EXERCISE PROMPT =
Look for the word "Pierre". Copy every line of the listing where it occurs.
DATASET ENTRIES START
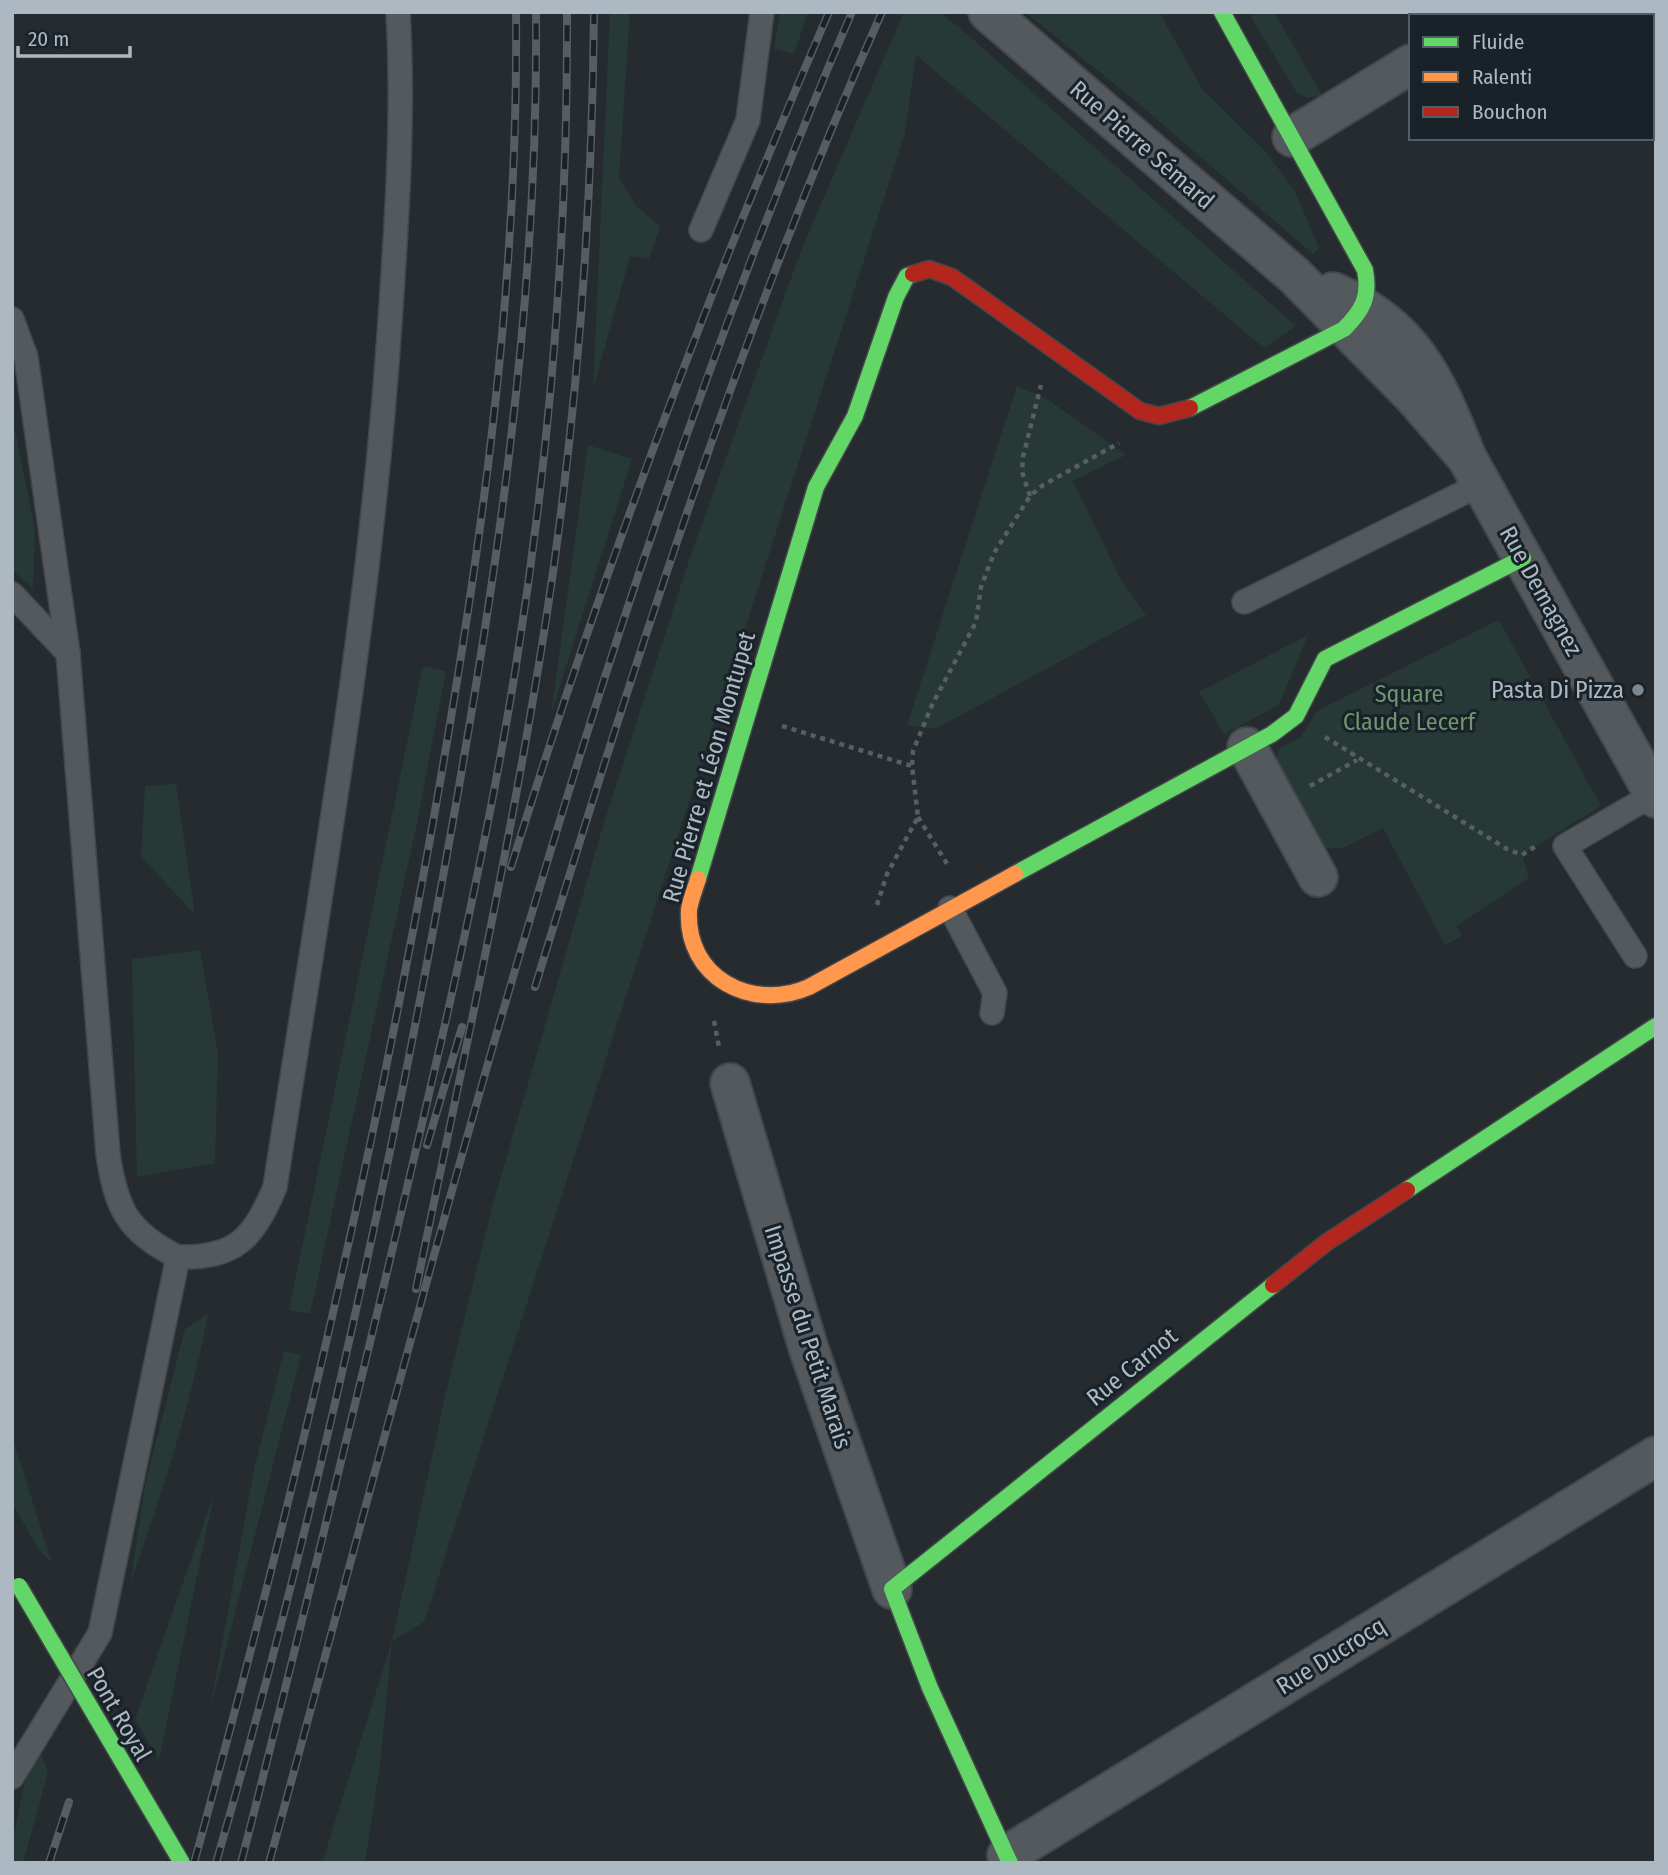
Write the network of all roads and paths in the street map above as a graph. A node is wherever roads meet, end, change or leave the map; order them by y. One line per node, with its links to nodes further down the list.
1 (398, 12): 35 (lane)
2 (762, 12): 7 (lane)
3 (989, 12): 9 (street, Rue Pierre Sémard)
4 (1222, 12): 6 (street)
5 (1409, 65): 6 (street)
6 (1292, 136): 9 (street)
7 (701, 230)
8 (12, 318): 17 (lane)
9 (1355, 318): 11 (street, Rue Pierre et Léon Montupet); 12 (street, Rue Demagnez)
10 (1057, 354): 11 (street, Rue Pierre et Léon Montupet); 13 (path); 18 (street, Rue Pierre et Léon Montupet)
11 (1140, 411): 13 (path)
12 (1474, 471): 14 (street, Rue Demagnez); 16 (lane)
13 (1030, 496): 22 (path)
14 (1522, 558): 19 (street); 23 (street, Rue Demagnez)
15 (12, 594): 17 (lane)
16 (1244, 602)
17 (68, 653): 35 (lane)
18 (745, 715): 22 (path); 31 (street, Rue Pierre et Léon Montupet)
19 (1296, 716): 20 (street); 21 (path)
20 (1247, 747): 24 (street); 28 (street)
21 (1358, 760): 24 (path); 26 (path)
22 (912, 766): 25 (path)
23 (1655, 796): 30 (lane)
24 (1278, 803): 27 (street)
25 (918, 817): 28 (path); 29 (path)
26 (1544, 841)
27 (1318, 877)
28 (959, 903): 29 (street); 32 (lane)
29 (883, 946): 31 (street)
30 (1635, 956)
31 (725, 984): 34 (path)
32 (992, 1013)
33 (1656, 1026): 38 (street, Rue Carnot)
34 (730, 1083): 38 (street, Impasse du Petit Marais)
35 (178, 1257): 39 (lane)
36 (1656, 1456): 40 (street, Rue Ducrocq)
37 (15, 1582): 41 (street, Pont Royal, bridge)
38 (892, 1589): 40 (street)
39 (12, 1777)
40 (1009, 1859)
41 (182, 1863)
DATASET ENTRIES END
TASK ANSWER =
3 (989, 12): 9 (street, Rue Pierre Sémard)
9 (1355, 318): 11 (street, Rue Pierre et Léon Montupet); 12 (street, Rue Demagnez)
10 (1057, 354): 11 (street, Rue Pierre et Léon Montupet); 13 (path); 18 (street, Rue Pierre et Léon Montupet)
18 (745, 715): 22 (path); 31 (street, Rue Pierre et Léon Montupet)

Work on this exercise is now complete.